VoIP - testing sipgate

Posted on Sun 04 November 2007 in Business

I've been playing with VoIP for a while now. VoIP = "Voice over Internet Protocol" and it's essentially using computer networks as your phone network. Skype is a form of VoIP. The one thing I have against Skype is it's closed protocol that means only Skype things will work with Skype. The more open standard is called SIP, and lots of companies make software and devices that will work with each other through SIP. Our new office telephone system can connect to SIP in the same way it connects to our BT phone lines (actually, there's no physical connection as the SIP calls would come in via our internet connection rather than a physical BT line plug).

One of the downsides with learning anything new is the time it takes to learn. The downside with any communication network is that it's only as good as the number of people that are already using it (I have only a half dozen contacts on my Skype account and my MSN Messenger account).

![4-sipgate\_logo.gif]({static}wp-content/uploads/2012/11/4-sipgate_logo2.gif)

My recent VoIP experiments brought me to the www.sipgate.co.uk website. They've really made the set up easy. I signed up for an account in less than 3 minutes. I downloaded their version of the X-Ten softphone. They've made it so that it downloads including your account settings. All I had to do was install, no settings to change, it worked immediately! Superb! Anyway, less than 5 minutes after discovering sipgate, I called myself from the office to my new sipgate phone. I picked up one of their free local numbers, so you can call me too on 01227 808060 from your real phone(s). If you already use a SIP service, you can call that number free by using whatever prefix you need to connect from your service to sipgate.

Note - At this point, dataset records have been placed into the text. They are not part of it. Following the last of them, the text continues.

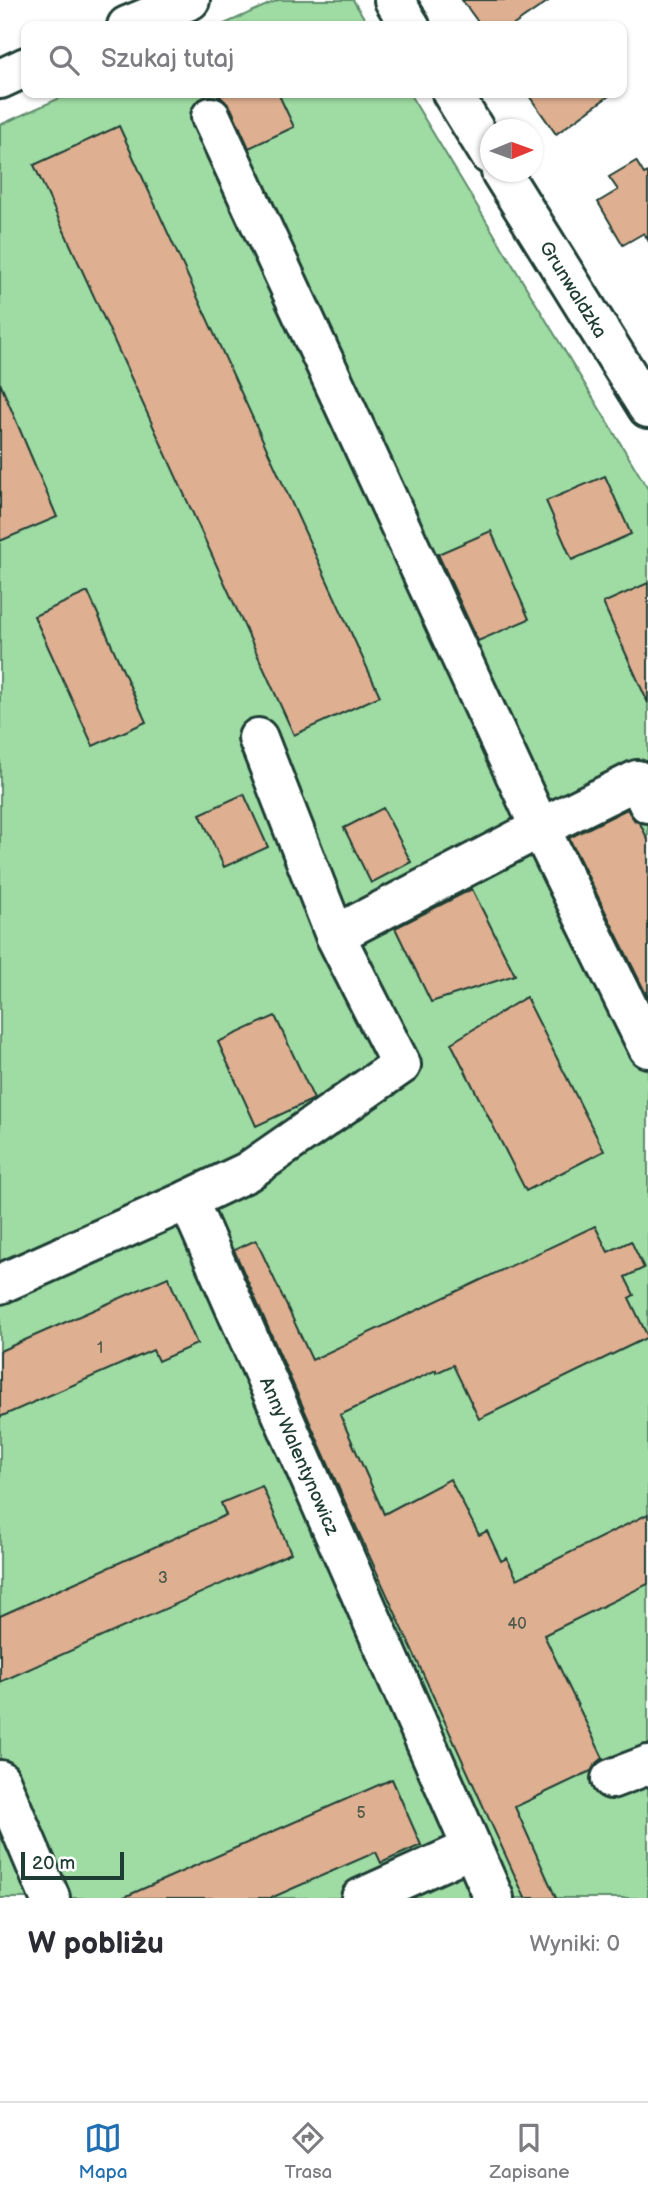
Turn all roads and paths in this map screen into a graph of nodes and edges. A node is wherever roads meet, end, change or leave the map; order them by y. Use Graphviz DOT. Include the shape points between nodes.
graph roads {
  1 [pos="190,0"];
  2 [pos="394,0"];
  3 [pos="139,21"];
  4 [pos="407,21"];
  5 [pos="21,70"];
  6 [pos="0,79"];
  7 [pos="455,98"];
  8 [pos="211,117"];
  9 [pos="480,138"];
  10 [pos="507,182"];
  11 [pos="648,408"];
  12 [pos="258,738"];
  13 [pos="648,803"];
  14 [pos="540,828"];
  15 [pos="335,935"];
  16 [pos="648,1048"];
  17 [pos="188,1200"];
  18 [pos="0,1284"];
  19 [pos="648,1765"];
  20 [pos="611,1779"];
  21 [pos="0,1780"];
  22 [pos="472,1848"];
  23 [pos="50,1898"];
  24 [pos="361,1898"];
  25 [pos="494,1898"];
  1 -- 3 [label="street"];
  2 -- 4 [label="street"];
  5 -- 6 [label="street"];
  7 -- 9 [label="street"];
  8 -- 14 [label="street"];
  10 -- 11 [label="street, Grunwaldzka"];
  12 -- 15 [label="street"];
  13 -- 14 [label="street" via="637,780"];
  14 -- 15 [label="street"];
  14 -- 16 [label="street"];
  15 -- 17 [label="street" via="401,1065 247,1172"];
  17 -- 18 [label="street"];
  17 -- 22 [label="street, Anny Walentynowicz"];
  19 -- 20 [label="street"];
  21 -- 23 [label="street"];
  22 -- 24 [label="street"];
  22 -- 25 [label="street, Anny Walentynowicz"];
}
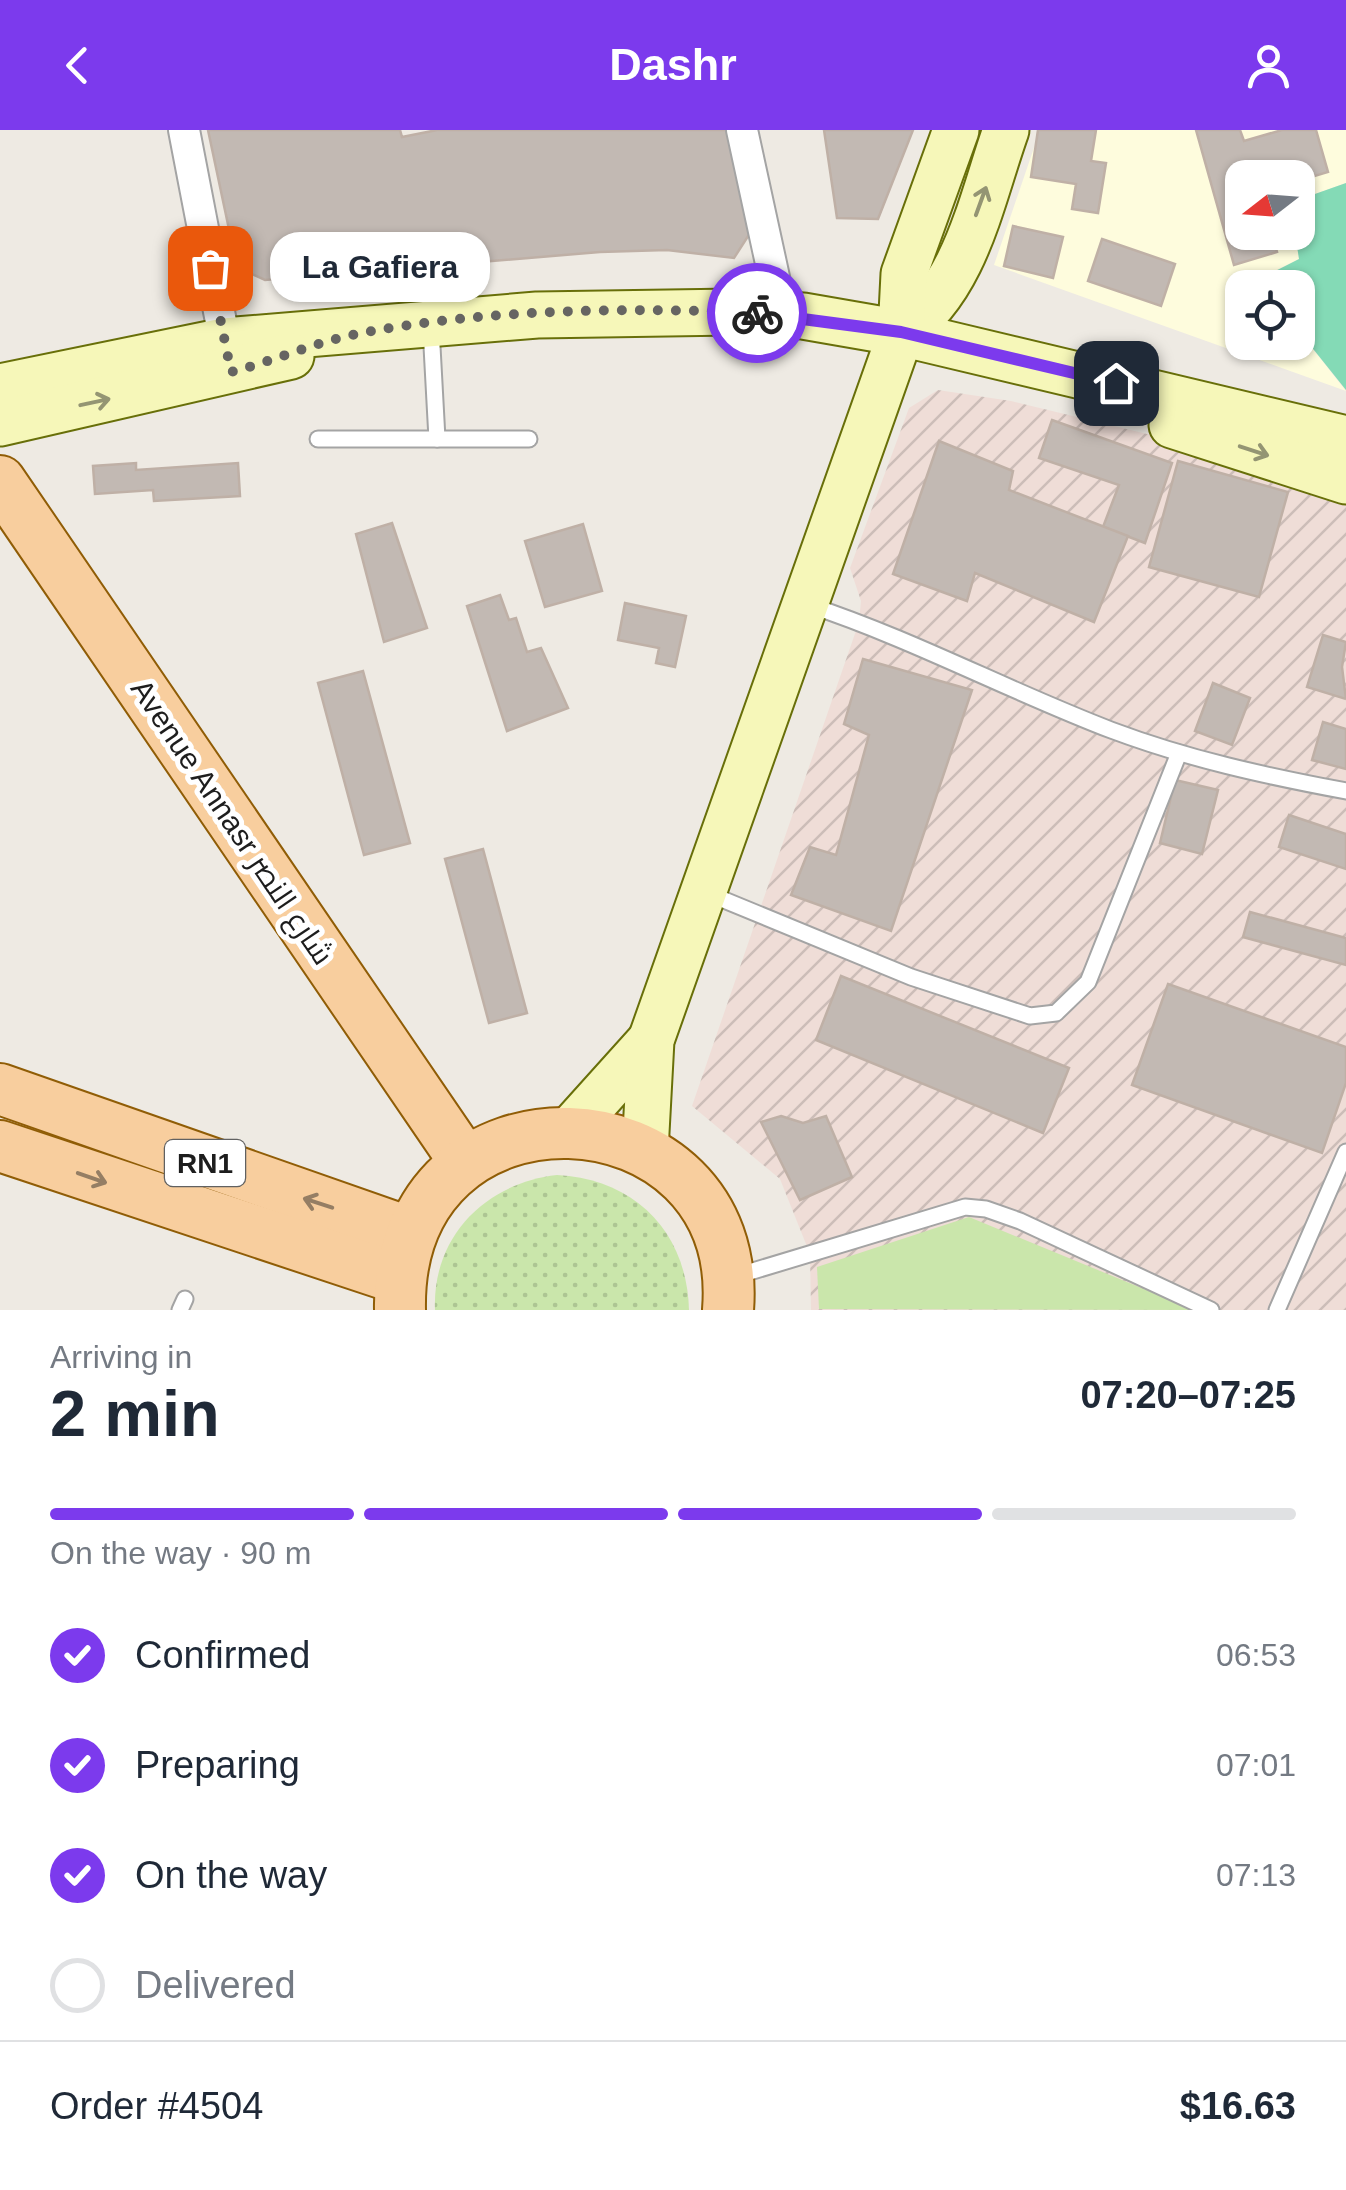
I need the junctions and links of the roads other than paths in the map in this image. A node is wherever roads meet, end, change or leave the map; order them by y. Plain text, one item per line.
1 (184, 130) edge
2 (742, 130) edge
3 (956, 130) edge
4 (1006, 130) edge
5 (782, 314) junction
6 (431, 325) junction
7 (901, 332) junction
8 (1000, 355) junction
9 (227, 357) junction
10 (0, 387) edge
11 (0, 422) edge
12 (1346, 438) edge
13 (318, 439) dead end
14 (437, 439) junction
15 (529, 439) dead end
16 (1346, 481) edge
17 (0, 482) edge
18 (805, 604) junction
19 (1180, 753) junction
20 (1346, 791) edge
21 (703, 892) junction
22 (651, 1040) junction
23 (0, 1089) edge
24 (570, 1130) junction
25 (0, 1146) edge
26 (645, 1151) junction
27 (1346, 1152) edge
28 (465, 1162) junction
29 (404, 1274) edge
30 (728, 1294) edge
31 (1211, 1310) edge
32 (1276, 1310) edge

1 - 9 street
2 - 5 street
3 - 7 street
7 -> 4 street
5 - 6 street
5 - 7 street
6 - 9 street
6 - 14 lane
7 - 8 street
7 - 18 street
8 - 12 street
8 -> 16 street
9 - 10 street
11 -> 9 street
13 - 14 lane
14 - 15 lane
17 - 28 main road, Avenue Annasr شارع النصر
18 - 19 lane
18 - 21 street
19 - 20 lane
19 - 21 lane
21 - 22 street
22 - 24 street
22 - 26 street
29 -> 23 main road, RN1
24 - 26 main road
24 - 28 main road
25 -> 29 main road, RN1
26 - 30 main road
27 - 32 lane
28 - 29 main road
30 - 31 lane

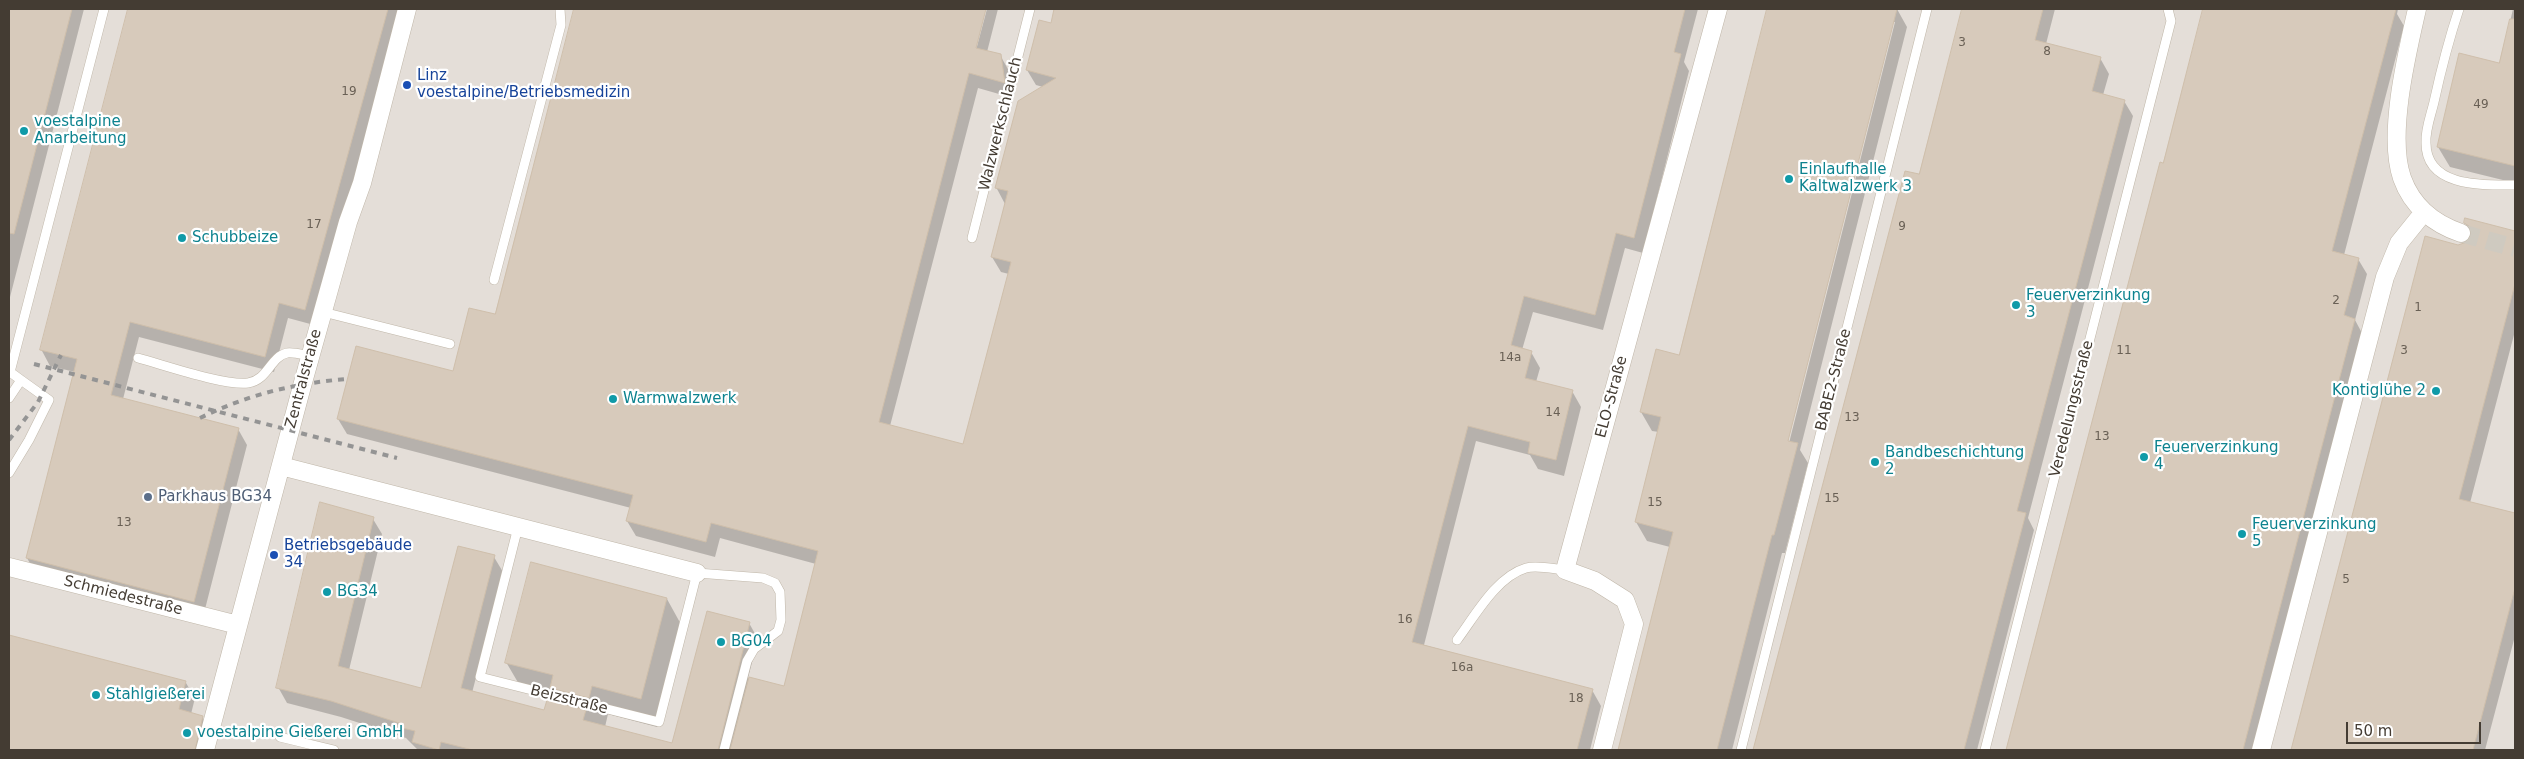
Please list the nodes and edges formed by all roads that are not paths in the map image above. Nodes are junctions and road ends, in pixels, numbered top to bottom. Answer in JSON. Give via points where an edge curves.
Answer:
{"nodes":[{"id":1,"x":104,"y":9,"type":"edge"},
{"id":2,"x":407,"y":9,"type":"edge"},
{"id":3,"x":560,"y":9,"type":"edge"},
{"id":4,"x":1030,"y":9,"type":"edge"},
{"id":5,"x":1718,"y":9,"type":"edge"},
{"id":6,"x":1926,"y":9,"type":"edge"},
{"id":7,"x":2168,"y":9,"type":"edge"},
{"id":8,"x":2417,"y":9,"type":"edge"},
{"id":9,"x":2459,"y":9,"type":"edge"},
{"id":10,"x":2515,"y":185,"type":"edge"},
{"id":11,"x":2424,"y":212,"type":"junction"},
{"id":12,"x":2461,"y":233,"type":"tunnel mouth"},
{"id":13,"x":972,"y":238,"type":"dead end"},
{"id":14,"x":494,"y":280,"type":"dead end"},
{"id":15,"x":323,"y":312,"type":"junction"},
{"id":16,"x":450,"y":344,"type":"dead end"},
{"id":17,"x":310,"y":356,"type":"junction"},
{"id":18,"x":138,"y":358,"type":"dead end"},
{"id":19,"x":21,"y":380,"type":"junction"},
{"id":20,"x":9,"y":398,"type":"edge"},
{"id":21,"x":281,"y":466,"type":"junction"},
{"id":22,"x":9,"y":473,"type":"edge"},
{"id":23,"x":518,"y":527,"type":"junction"},
{"id":24,"x":9,"y":567,"type":"edge"},
{"id":25,"x":1565,"y":570,"type":"junction"},
{"id":26,"x":697,"y":573,"type":"junction"},
{"id":27,"x":238,"y":625,"type":"junction"},
{"id":28,"x":1457,"y":640,"type":"dead end"},
{"id":29,"x":280,"y":737,"type":"dead end"},
{"id":30,"x":205,"y":750,"type":"edge"},
{"id":31,"x":334,"y":750,"type":"edge"},
{"id":32,"x":724,"y":750,"type":"edge"},
{"id":33,"x":1602,"y":750,"type":"edge"},
{"id":34,"x":1741,"y":750,"type":"edge"},
{"id":35,"x":1985,"y":750,"type":"edge"},
{"id":36,"x":2261,"y":750,"type":"edge"}],
"edges":[{"from":1,"to":19,"type":"lane","via":[[10,372]]},
{"from":2,"to":15,"type":"street","name":"Zentralstraße","via":[[362,183]]},
{"from":3,"to":14,"type":"lane","via":[[561,25]]},
{"from":4,"to":13,"type":"lane","name":"Walzwerkschlauch"},
{"from":5,"to":25,"type":"street","name":"ELO-Straße"},
{"from":6,"to":34,"type":"lane","name":"BABE2-Straße"},
{"from":7,"to":35,"type":"lane","name":"Veredelungsstraße","via":[[2171,20]]},
{"from":8,"to":11,"type":"street","via":[[2406,56],[2398,138],[2402,178]]},
{"from":9,"to":10,"type":"lane","via":[[2429,121],[2426,153],[2441,173],[2466,184]]},
{"from":11,"to":12,"type":"street","via":[[2436,223]]},
{"from":11,"to":36,"type":"street","via":[[2399,243],[2385,277]]},
{"from":15,"to":16,"type":"lane"},
{"from":15,"to":17,"type":"street","name":"Zentralstraße"},
{"from":17,"to":18,"type":"lane","via":[[288,353],[280,356],[259,380],[240,383]]},
{"from":17,"to":21,"type":"street","name":"Zentralstraße"},
{"from":19,"to":20,"type":"lane"},
{"from":19,"to":22,"type":"lane","via":[[49,400]]},
{"from":21,"to":23,"type":"street"},
{"from":21,"to":27,"type":"street","name":"Zentralstraße"},
{"from":23,"to":26,"type":"street"},
{"from":23,"to":26,"type":"lane","name":"Beizstraße","via":[[480,677],[659,722]]},
{"from":24,"to":27,"type":"street","name":"Schmiedestraße"},
{"from":25,"to":28,"type":"lane","via":[[1528,568],[1509,577],[1488,598]]},
{"from":25,"to":33,"type":"street","via":[[1595,581],[1625,600],[1634,624]]},
{"from":26,"to":32,"type":"lane","via":[[763,578],[775,583],[780,592],[778,630],[754,649],[747,661]]},
{"from":27,"to":30,"type":"street","name":"Zentralstraße"},
{"from":29,"to":31,"type":"lane"}]}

That means you can call me on one local number wherever I happen to have my laptop set up. At the office, at home, In a hotel while visiting suppliers around the UK or even if I'm working abroad. Therein lies the one problem, I need to have the laptop turned on for the phone to be working and available. The good thing is that SIP doesn't require a specific computer, there are devices that will connect SIP to your normal house telephone (and even let you use both networks together), as I said our office phone system already works with SIP (or will when I figure out how), my mobile phone has software that allows it be used as a SIP phone, our ADSL router will also let us connect a regular phone to the SIP services. You can also buy dedicated SIP phones from around 50 (and DECT cordless SIP phones are around 100).

I've still lots to learn about SIP and making it work. One little gadget I just found on the sipgate site is a snippet of code that may* tell you if I've got my SIP device connected to the internet..... may, or may not.